Task goal. Go through the records below and copy out every line that contains the word "nodes".

(Extracted data Opens)

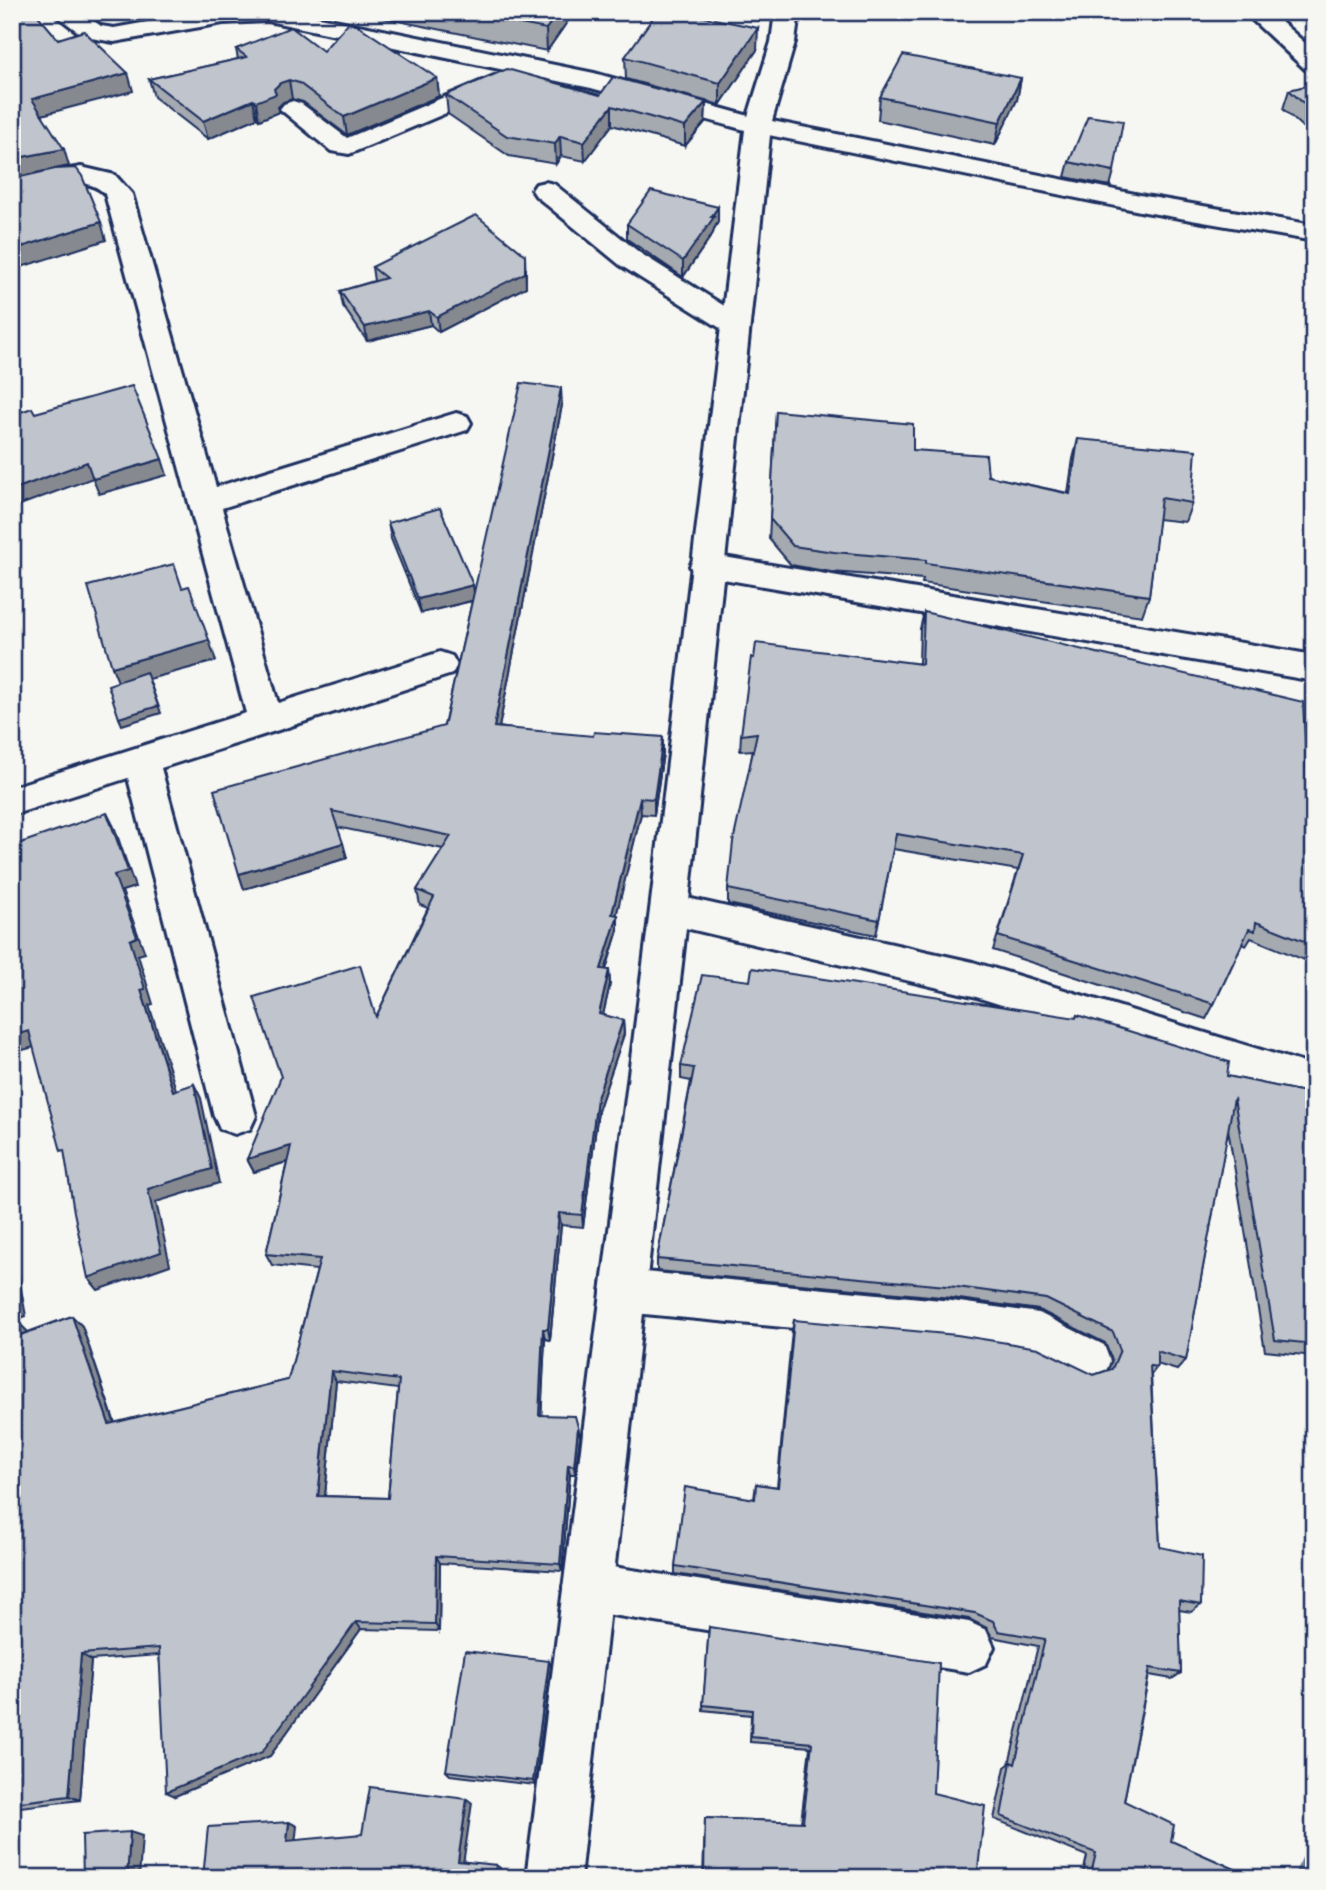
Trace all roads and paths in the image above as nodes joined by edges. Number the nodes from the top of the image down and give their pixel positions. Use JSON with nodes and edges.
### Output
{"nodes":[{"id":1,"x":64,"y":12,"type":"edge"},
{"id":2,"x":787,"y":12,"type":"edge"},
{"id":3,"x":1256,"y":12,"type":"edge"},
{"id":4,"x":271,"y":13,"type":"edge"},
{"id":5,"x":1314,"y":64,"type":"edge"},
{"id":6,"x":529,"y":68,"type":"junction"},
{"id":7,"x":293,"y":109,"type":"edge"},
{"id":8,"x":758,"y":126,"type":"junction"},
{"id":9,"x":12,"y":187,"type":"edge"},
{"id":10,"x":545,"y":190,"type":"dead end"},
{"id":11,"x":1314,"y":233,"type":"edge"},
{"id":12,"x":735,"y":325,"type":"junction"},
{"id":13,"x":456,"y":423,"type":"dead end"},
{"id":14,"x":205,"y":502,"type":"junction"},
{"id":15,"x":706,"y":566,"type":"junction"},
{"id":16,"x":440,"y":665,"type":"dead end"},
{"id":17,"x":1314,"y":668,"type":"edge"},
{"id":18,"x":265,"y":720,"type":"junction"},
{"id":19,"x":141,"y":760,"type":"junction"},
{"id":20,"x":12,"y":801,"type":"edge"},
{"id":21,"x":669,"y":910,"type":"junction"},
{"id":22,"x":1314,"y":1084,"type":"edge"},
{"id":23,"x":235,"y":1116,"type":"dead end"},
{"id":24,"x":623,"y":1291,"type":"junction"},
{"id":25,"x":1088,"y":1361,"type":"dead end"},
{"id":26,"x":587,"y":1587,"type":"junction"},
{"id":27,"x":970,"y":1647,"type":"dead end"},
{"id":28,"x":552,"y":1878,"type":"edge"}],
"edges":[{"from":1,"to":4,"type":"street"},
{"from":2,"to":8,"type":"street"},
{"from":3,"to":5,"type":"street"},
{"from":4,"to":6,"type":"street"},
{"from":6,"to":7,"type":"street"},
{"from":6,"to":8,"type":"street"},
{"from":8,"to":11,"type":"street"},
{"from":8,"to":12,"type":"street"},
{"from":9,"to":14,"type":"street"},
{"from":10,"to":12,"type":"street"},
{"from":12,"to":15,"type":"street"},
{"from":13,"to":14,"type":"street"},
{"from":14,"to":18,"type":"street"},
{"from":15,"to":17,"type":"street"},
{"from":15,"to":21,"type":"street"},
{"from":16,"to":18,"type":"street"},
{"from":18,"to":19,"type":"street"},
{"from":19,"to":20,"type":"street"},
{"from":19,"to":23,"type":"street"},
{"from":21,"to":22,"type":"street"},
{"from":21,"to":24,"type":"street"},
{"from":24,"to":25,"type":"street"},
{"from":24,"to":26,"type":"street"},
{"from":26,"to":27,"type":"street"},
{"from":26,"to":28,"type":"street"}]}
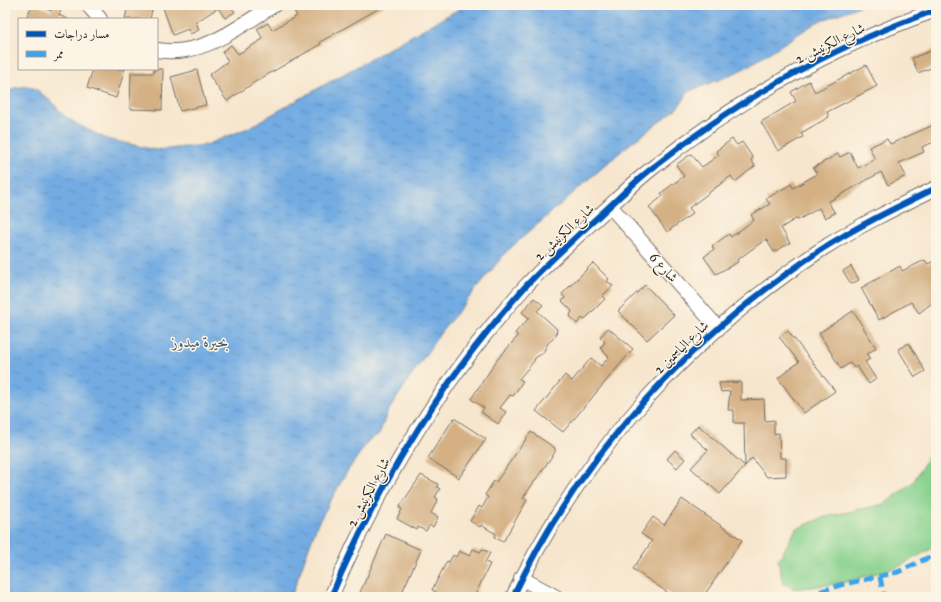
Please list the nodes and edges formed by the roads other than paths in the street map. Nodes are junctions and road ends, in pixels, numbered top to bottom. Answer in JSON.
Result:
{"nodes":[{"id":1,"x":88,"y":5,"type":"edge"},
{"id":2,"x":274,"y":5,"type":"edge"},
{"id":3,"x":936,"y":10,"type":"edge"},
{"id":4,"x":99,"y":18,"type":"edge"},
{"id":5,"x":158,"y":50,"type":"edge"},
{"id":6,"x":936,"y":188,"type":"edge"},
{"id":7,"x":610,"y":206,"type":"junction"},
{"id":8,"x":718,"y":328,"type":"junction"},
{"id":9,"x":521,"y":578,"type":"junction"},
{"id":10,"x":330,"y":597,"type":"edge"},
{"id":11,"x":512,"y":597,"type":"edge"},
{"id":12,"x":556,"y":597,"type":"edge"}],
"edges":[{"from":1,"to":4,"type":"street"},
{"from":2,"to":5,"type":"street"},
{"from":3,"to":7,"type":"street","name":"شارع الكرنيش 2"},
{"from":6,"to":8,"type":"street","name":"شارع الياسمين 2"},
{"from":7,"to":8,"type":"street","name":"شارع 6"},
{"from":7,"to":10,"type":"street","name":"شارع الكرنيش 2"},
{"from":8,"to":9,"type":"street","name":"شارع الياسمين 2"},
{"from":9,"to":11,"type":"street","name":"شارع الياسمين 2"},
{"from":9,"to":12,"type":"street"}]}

(Extracted data Closes)

Written solution.
Trace all roads and paths in the image above as nodes joined by edges. Number the nodes from the top of the image down and give their pixel positions. Use JSON with nodes and edges.
{"nodes":[{"id":1,"x":64,"y":12,"type":"edge"},
Please list the nodes and edges formed by the roads other than paths in the street map. Nodes are junctions and road ends, in pixels, numbered top to bottom. Answer in JSON.
{"nodes":[{"id":1,"x":88,"y":5,"type":"edge"},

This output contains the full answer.